Le père Thouvenot reconnaît que sa rencontre avec les Roms lui " a ouvert le cœur ".
Le père Thouvenot reconnaît que sa rencontre avec les Roms lui " a ouvert le cœur ". - C. VILLEMAIN / 20 Minutes

Elisa Riberry

Les familles qui ont croisé sa route ont de lui l'image d'un saint. «Si notre vie a changé, c'est grâce à lui. On lui doit beaucoup», confiait à 20 Minutes il y a peu Fericira. Cette mère de trois enfants, originaire de Roumanie, fait partie des 60 Roms recueillis par le prêtre Matthieu Thouvenot dans les sous-sols d'une église de Gerland pendant l'hiver 2011. Aujourd'hui, ces gens, intégrés dans un dispositif d'insertion de la préfecture, ont quitté les squats et la mendicité. Ils vivent dans des appartements et commencent à travailler. Pourtant, le prêtre qui, depuis jeudi, abrite dans une maison paroissiale des familles expulsées d'un terrain de Villeurbanne, refuse d'endosser le costume du sauveur.

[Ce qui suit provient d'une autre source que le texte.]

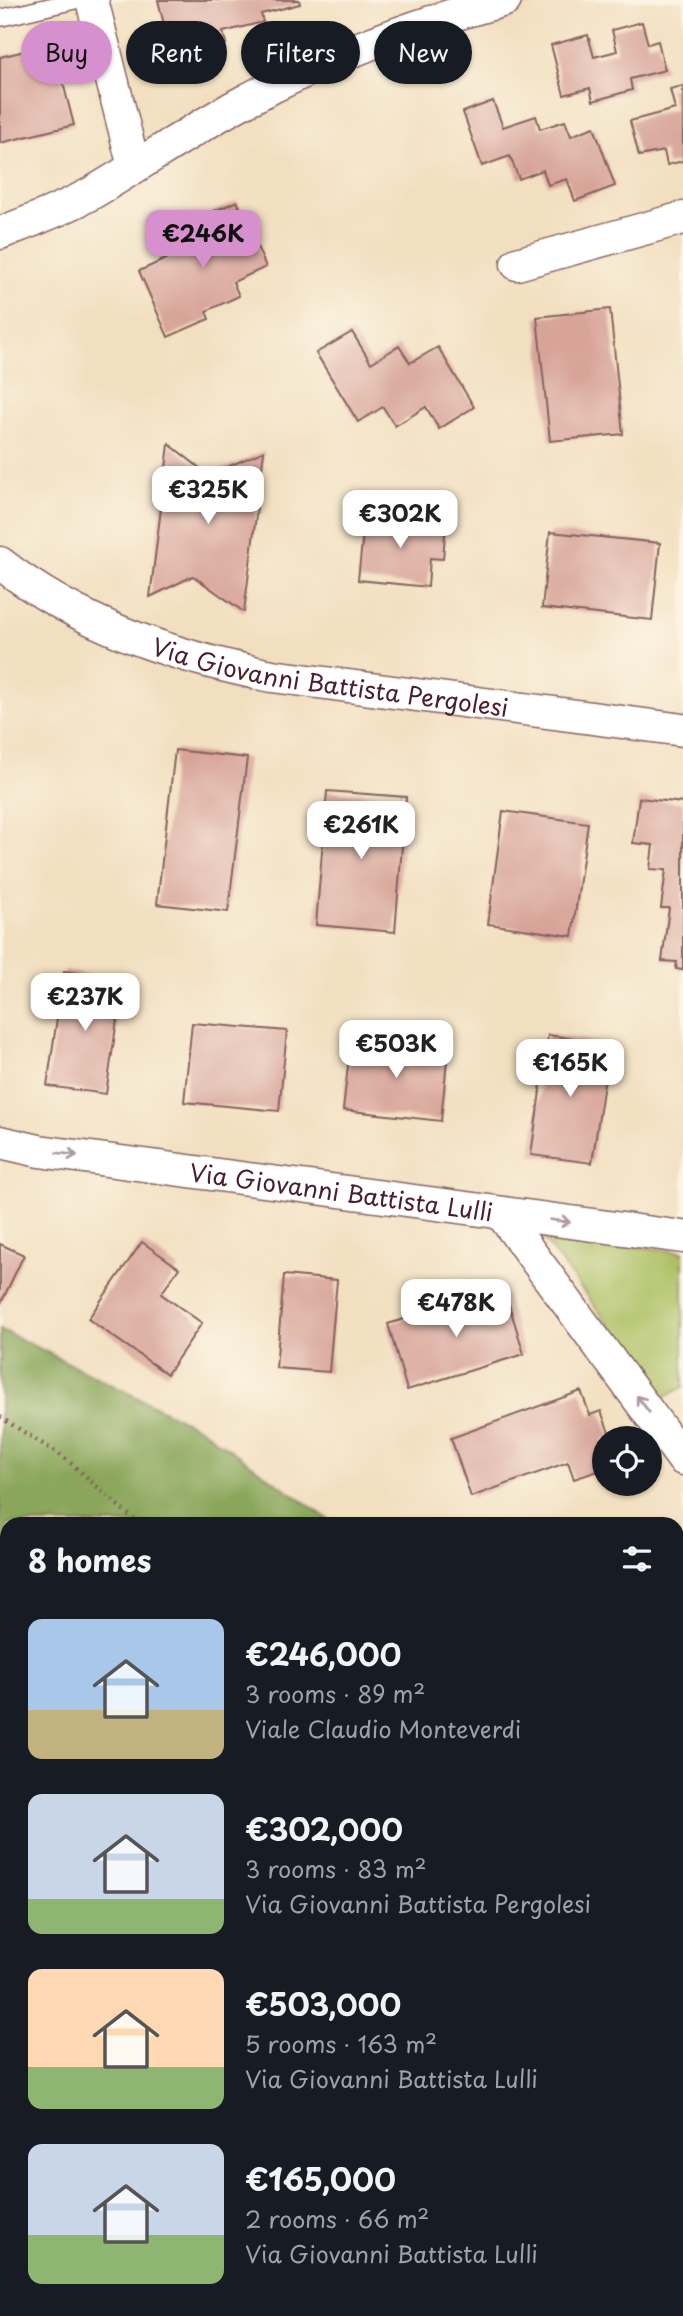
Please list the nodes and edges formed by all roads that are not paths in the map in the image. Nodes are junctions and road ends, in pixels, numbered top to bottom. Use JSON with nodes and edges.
{"nodes":[{"id":1,"x":76,"y":0,"type":"edge"},
{"id":2,"x":92,"y":0,"type":"edge"},
{"id":3,"x":505,"y":0,"type":"edge"},
{"id":4,"x":0,"y":18,"type":"edge"},
{"id":5,"x":134,"y":167,"type":"junction"},
{"id":6,"x":683,"y":218,"type":"edge"},
{"id":7,"x":0,"y":233,"type":"edge"},
{"id":8,"x":517,"y":264,"type":"dead end"},
{"id":9,"x":0,"y":563,"type":"edge"},
{"id":10,"x":683,"y":730,"type":"edge"},
{"id":11,"x":0,"y":1142,"type":"edge"},
{"id":12,"x":501,"y":1213,"type":"junction"},
{"id":13,"x":683,"y":1237,"type":"edge"},
{"id":14,"x":683,"y":1459,"type":"edge"}],
"edges":[{"from":1,"to":4,"type":"lane"},
{"from":2,"to":5,"type":"street"},
{"from":3,"to":5,"type":"street"},
{"from":5,"to":7,"type":"street"},
{"from":6,"to":8,"type":"street"},
{"from":9,"to":10,"type":"street","name":"Via Giovanni Battista Pergolesi"},
{"from":11,"to":12,"type":"street","name":"Via Giovanni Battista Lulli","one_way":true},
{"from":12,"to":13,"type":"street","name":"Via Giovanni Battista Lulli","one_way":true},
{"from":14,"to":12,"type":"street","one_way":true}]}
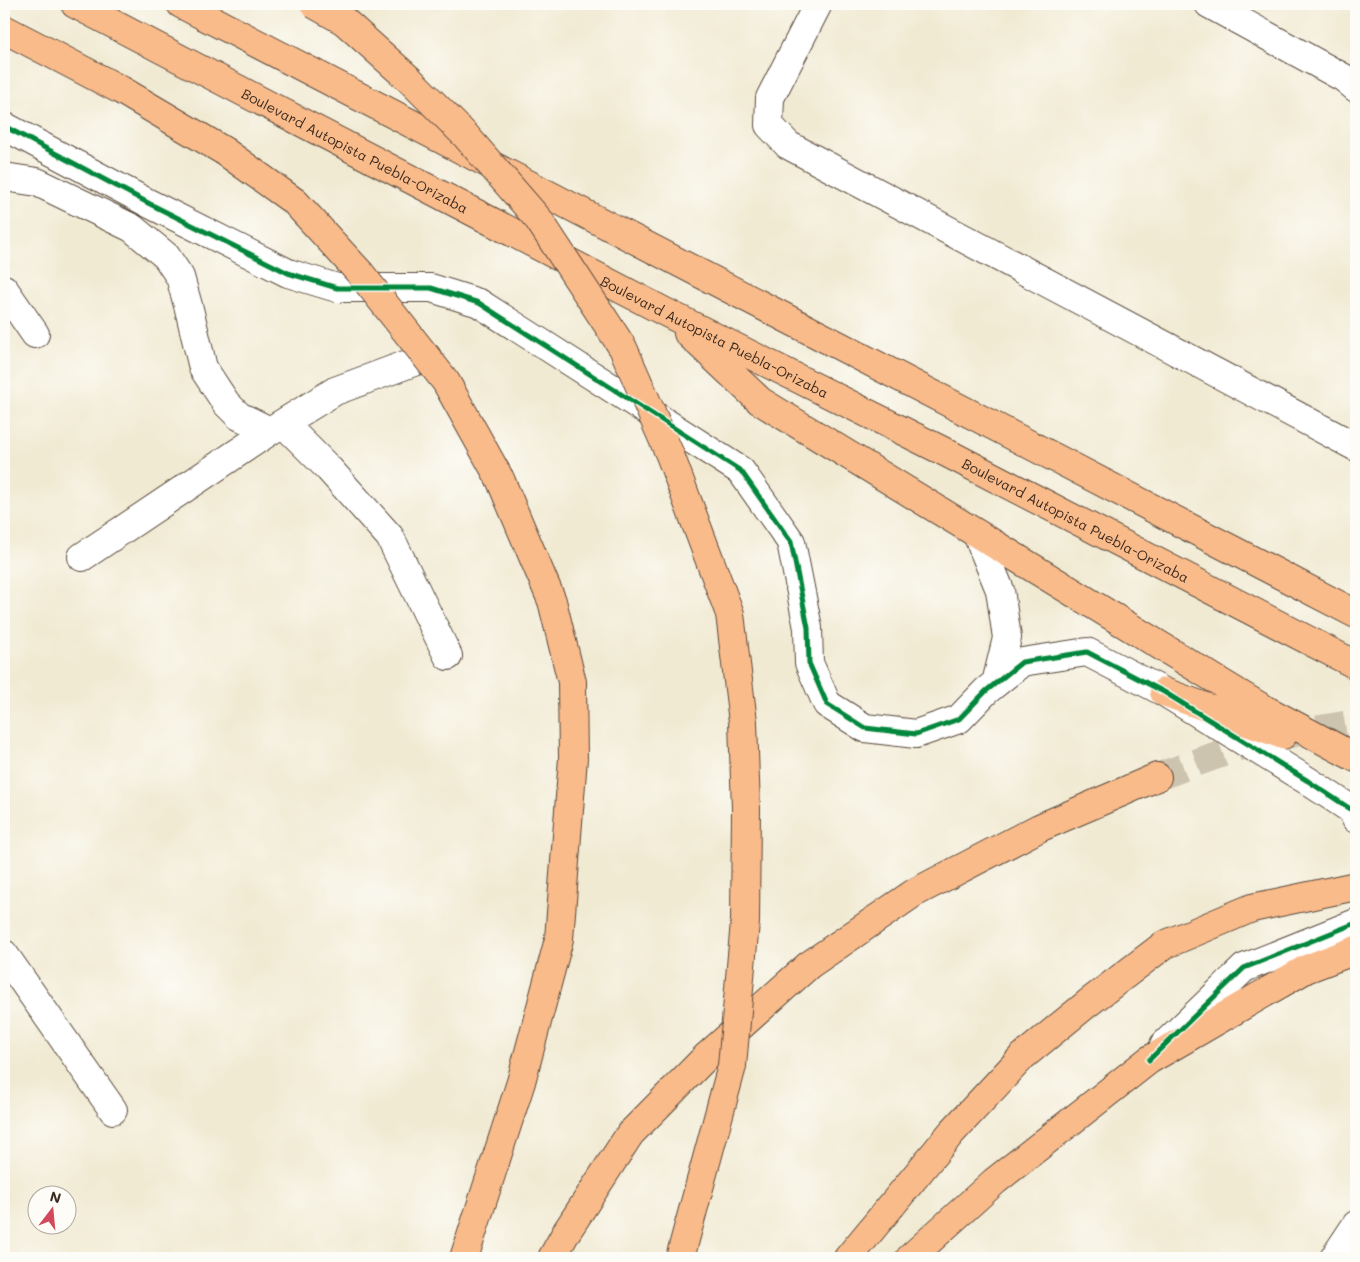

«L'Etat se met hors la loi»


«Je suis le curé de Gerland et c'est tout», explique cet homme de 40 ans, ordonné prêtre il y a dix ans. Un discours qui tranche avec la main qu'il a tendue cet hiver aussi à des personnes qui dormaient dans une voiture devant l'église. «Je le fais ponctuellement, mais ce n'est pas à l'Eglise de réaliser ce que l'Etat refuse de faire, dit-il, presque avec colère. Une circulaire de 2012 impose de trouver un hébergement avant d'expulser des gens. Il n'y a aucune urgence à vider des terrains qui ne servent à personne. L'Etat se met hors la loi», ajoute le curé, qui compte plusieurs amis chez les Roms. Mais cela n'a pas toujours été le cas. «Avant, j'avais tendance à les ignorer. Ils ne parlaient pas français, n'étaient pas très propres, reconnaît-il sans faux-semblant. Les prêtres aussi peuvent avoir le cœur dur. Mais leur rencontre et la prière m'ont ouvert le cœur, reconnaît l'homme d'église. Si j'ai changé, le regard de chacun peut évoluer sur cette communauté. Cela passe par la rencontre», ajoute Matthieu Thouvenot, qui en 2011, avait organisé un concert tsigane dans l'église occupée par les Roms. Le spectacle avait attiré la foule et permis un échange entre sans-abri et paroissiens. Depuis jeudi, plusieurs d'entre eux ont d'ailleurs contacté la paroisse pour proposer leur aide.